When less than a full complement of Supreme Court Justices considers a case being reviewed from the Court of Appeals, the result is sometimes an even split.  These days, the tie is usually announced in a per curiam opinion that includes such language as “Because the members of the Court are equally divided as to both issues, the holding of the Court of Appeals is left undisturbed and stands affirmed without precedential value.” See, e.g., Piro v. McKeever, 369 N.C. 291, 794 S.E.2d 501 (2016).  But what does “stands affirmed without precedential value” mean?  Without precedential value to whom?

The Supreme Court has not always used language similar to that quoted above when the Court is evenly split. For instance, in State v.

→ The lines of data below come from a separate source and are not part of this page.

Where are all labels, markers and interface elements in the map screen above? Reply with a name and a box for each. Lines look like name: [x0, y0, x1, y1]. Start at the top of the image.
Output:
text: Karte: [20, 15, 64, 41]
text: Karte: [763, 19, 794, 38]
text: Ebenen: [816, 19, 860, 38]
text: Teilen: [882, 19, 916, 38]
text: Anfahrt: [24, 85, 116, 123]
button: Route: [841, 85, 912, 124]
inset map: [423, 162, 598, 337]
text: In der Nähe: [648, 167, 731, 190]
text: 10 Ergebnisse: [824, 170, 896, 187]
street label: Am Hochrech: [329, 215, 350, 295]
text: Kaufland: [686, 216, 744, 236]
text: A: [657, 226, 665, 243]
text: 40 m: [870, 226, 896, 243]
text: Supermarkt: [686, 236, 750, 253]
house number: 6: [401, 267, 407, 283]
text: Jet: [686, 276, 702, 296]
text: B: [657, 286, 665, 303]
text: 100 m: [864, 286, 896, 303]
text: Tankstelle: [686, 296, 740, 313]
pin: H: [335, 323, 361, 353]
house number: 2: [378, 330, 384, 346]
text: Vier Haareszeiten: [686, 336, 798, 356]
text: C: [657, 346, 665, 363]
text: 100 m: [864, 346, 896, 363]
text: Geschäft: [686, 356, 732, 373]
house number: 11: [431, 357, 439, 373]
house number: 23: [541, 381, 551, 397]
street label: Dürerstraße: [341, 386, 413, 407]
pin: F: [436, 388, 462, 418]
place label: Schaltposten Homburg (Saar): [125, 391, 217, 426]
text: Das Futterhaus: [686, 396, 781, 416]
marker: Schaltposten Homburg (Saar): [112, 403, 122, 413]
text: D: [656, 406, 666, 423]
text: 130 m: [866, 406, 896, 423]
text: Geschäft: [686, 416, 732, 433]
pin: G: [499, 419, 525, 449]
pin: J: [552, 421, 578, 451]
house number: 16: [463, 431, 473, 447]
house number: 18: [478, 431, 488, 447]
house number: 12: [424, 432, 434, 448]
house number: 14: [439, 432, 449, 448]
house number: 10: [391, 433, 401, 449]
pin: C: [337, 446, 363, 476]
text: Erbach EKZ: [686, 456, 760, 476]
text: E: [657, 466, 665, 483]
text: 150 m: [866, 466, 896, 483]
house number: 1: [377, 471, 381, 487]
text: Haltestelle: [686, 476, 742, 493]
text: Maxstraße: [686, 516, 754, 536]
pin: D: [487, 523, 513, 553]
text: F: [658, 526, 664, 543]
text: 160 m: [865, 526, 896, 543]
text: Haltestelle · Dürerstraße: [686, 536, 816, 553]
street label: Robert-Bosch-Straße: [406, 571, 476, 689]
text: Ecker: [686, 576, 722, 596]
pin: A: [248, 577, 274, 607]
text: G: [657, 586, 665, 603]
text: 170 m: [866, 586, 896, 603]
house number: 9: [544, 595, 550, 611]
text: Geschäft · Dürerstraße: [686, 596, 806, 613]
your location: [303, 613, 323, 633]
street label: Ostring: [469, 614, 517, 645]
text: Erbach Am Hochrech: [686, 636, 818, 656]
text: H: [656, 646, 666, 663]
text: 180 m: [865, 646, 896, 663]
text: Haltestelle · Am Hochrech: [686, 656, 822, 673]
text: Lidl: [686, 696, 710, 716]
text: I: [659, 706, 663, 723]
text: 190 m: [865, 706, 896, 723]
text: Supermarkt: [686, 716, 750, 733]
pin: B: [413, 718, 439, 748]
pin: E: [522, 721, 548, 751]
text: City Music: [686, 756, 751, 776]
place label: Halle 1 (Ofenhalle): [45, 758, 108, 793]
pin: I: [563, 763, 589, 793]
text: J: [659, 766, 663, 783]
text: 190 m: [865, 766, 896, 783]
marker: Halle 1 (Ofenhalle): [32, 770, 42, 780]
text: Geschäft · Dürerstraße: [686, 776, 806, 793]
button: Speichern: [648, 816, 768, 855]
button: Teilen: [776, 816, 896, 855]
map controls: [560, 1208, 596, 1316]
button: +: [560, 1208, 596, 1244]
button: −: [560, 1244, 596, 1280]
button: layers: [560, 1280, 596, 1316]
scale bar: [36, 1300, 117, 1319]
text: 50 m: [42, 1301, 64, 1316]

Johnson, 286 N.C. 331, 210 S.E.2d 260 (1974), the Court noted that Justice Moore was not participating in the case, then stated:  “The remaining six justices being equally divided in opinion as to whether prejudicial error was committed in the trial below, the judgment of the Superior Court stands affirmed in accordance with the usual practice in such cases and decides this case without becoming a precedent.”

However, the Supreme Court in Johnson had allowed the appellants to bypass the Court of Appeals.  The remaining Supreme Court opinions that I could find which use language like that found in Johnson all preceded the creation of the Court of Appeals.  So when the Supreme Court was the only reviewing court, it seemed well-established that a 3-3 opinion meant that the lower court’s decision was binding on the parties to that case but not binding on the Supreme Court.  In addition, the trial court’s resolution of the issues did not bind other trial courts, so the same issues could easily come before the Supreme Court again on an unrelated appeal.

The advent of the Court of Appeals created an additional level of appellate review and with it, potential changes to the effect of a 3-3 Supreme Court decision. Before the Court of Appeals came along, a 3-3 split always meant that the decision of the trial court remained undisturbed.  Now, though, when the Supreme Court is reviewing an opinion of the Court of Appeals, a decision by an equally divided Court means that it is the decision of the Court of Appeals that is affirmed “without precedential value.”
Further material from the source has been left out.